__THE TASK__
Your answer should be every line of the records that contains the word "MASSÉNA".

__EXTRACTED DATA__
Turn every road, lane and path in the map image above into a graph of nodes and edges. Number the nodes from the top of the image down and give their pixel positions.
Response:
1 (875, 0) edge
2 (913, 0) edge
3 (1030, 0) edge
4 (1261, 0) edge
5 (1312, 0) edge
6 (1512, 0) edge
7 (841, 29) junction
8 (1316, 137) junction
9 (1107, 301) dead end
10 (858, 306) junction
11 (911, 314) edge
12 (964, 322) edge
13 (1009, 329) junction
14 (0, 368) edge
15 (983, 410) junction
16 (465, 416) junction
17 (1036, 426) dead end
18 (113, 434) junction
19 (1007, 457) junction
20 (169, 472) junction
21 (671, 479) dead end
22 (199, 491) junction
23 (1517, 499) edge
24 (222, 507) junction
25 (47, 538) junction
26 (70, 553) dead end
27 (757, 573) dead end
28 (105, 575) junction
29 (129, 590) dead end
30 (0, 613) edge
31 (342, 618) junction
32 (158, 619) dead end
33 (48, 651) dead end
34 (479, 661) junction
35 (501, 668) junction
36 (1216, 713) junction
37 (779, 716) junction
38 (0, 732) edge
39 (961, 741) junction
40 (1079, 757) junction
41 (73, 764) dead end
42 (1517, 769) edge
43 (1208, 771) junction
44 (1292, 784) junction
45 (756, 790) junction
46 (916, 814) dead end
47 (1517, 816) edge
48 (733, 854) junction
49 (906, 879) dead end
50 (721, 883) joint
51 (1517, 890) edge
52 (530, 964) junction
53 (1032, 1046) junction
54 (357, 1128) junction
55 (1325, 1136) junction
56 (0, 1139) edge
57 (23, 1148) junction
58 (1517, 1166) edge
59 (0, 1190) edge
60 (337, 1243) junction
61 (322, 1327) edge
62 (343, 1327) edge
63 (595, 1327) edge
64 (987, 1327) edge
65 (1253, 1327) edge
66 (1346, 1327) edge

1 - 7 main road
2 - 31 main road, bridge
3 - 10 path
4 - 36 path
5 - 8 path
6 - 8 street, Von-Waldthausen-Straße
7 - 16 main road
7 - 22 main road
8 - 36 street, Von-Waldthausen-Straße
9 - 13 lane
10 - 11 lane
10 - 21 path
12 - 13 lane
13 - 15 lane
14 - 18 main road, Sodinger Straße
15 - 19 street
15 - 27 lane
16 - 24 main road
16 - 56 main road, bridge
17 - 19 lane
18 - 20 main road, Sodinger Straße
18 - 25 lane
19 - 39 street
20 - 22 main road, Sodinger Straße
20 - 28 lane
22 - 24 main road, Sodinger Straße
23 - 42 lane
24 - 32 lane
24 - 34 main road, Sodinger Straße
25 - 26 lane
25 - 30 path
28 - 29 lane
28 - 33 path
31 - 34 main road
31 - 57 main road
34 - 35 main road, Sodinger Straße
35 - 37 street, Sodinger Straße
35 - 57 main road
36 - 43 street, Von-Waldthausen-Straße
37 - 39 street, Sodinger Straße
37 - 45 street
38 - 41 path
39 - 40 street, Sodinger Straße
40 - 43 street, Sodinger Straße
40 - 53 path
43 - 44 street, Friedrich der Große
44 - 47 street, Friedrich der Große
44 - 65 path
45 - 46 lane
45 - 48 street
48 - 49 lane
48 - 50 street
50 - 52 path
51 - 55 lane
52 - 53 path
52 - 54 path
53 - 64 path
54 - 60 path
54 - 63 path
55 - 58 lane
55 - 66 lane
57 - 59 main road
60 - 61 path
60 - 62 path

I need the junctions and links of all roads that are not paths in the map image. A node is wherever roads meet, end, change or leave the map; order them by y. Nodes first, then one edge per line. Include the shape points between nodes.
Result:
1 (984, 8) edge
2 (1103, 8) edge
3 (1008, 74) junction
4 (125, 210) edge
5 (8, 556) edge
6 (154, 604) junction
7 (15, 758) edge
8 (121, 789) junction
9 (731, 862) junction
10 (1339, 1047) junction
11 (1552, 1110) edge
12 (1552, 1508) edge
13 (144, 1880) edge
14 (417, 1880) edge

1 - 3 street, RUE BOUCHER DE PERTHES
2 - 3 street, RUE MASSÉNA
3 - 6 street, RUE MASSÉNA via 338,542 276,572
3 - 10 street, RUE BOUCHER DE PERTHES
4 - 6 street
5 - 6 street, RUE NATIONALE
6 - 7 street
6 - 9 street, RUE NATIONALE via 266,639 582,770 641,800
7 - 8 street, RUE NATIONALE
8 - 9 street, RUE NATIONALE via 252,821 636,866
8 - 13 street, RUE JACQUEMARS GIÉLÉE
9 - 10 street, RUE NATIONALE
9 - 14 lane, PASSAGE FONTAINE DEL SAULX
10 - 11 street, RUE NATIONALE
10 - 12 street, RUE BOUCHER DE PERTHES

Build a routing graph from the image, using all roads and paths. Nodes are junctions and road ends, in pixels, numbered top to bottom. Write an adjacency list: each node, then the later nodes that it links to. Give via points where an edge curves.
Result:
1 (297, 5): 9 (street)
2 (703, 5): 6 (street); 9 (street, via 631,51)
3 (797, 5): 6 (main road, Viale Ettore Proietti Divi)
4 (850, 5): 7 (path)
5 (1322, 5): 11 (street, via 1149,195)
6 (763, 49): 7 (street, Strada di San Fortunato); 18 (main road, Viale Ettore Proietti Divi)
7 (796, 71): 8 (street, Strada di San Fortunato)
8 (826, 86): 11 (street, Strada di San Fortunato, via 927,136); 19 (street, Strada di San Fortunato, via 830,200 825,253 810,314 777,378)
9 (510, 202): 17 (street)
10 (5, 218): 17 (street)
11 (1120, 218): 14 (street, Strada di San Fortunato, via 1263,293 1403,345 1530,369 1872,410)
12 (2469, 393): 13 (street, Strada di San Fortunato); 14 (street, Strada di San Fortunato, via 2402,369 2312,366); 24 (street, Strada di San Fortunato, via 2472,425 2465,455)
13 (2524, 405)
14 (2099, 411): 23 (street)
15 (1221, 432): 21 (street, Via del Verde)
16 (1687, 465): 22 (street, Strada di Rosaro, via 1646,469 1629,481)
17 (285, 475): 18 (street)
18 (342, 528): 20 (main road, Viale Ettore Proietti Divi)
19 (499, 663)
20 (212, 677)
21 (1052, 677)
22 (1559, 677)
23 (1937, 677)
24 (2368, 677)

__WORKED SOLUTION__
2 - 3 street, RUE MASSÉNA
3 - 6 street, RUE MASSÉNA via 338,542 276,572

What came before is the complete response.